Figure 2

CBD induces autophagy in a concentration-dependent manner. (A) The autophagic flux was evaluated in SH-SY5Y cells treated with 5, 10 and 50 µM of CBD for 2 h in the presence or absence of the lysosome inhibitor NH₄Cl (10 mM) added at the last hour of the treatment.
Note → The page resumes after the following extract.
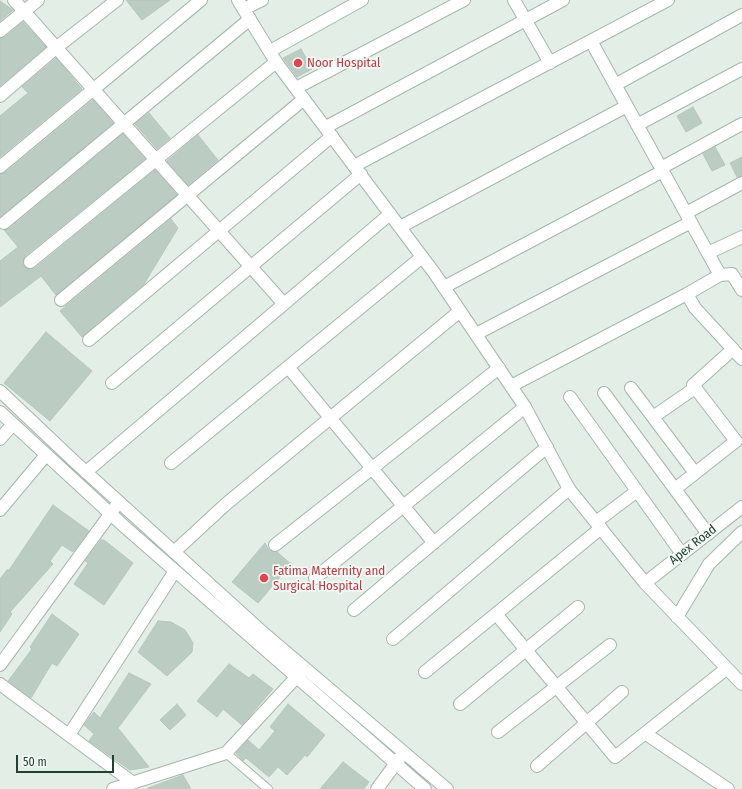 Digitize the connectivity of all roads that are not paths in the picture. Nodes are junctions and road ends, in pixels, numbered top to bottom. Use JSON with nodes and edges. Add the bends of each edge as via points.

The concentrations of 10 and 50 µM CBD increased LC3-II levels in the NH₄Cl treated group; Two-way ANOVA (F_3,52 = 3.499) followed by Sidak’s post-hoc test; *p < 0.05, **p < 0.01 and ***p < 0.001. (B) Time-course for 1, 5, and 10 µM of CBD on the autophagic flux evaluated at 1, 2 and 4 h in the presence or absence NH₄Cl added at the last hour of the treatment. The concentration of 10 µM CBD increased LC3-II levels after 1, 2 and 4 h of treatment; Three-way ANOVA (F_6,78 = 3.96) followed by Sidak’s post-hoc test, *p < 0.05 and ***p < 0.001, respectively vs. group treated with NH₄Cl. Samples were subjected to western blotting using anti-LC3 and anti-α-tubulin primary antibodies. Representative images of LC3-II and a graphical summary reported as the means ± S.E.M of LC3-II levels after α-tubulin normalization are also displayed. (C) LC3 puncta count were analyzed in SH-SY5Y cells overexpressing Cherry-LC3 treated with CBD (10 µM) or under starvation conditions (STV) for 2 h. Representative fluorescent images are shown (scale bar, 10 µm). Data are expressed as mean ± S.E.M. One-way ANOVA (F_2,22 = 16.148), followed by Dunnett´s post-hoc test. **p < 0.01 and ***p < 0.001 relative to CTR group. The entire blots are presented in Supplementary Figure S1.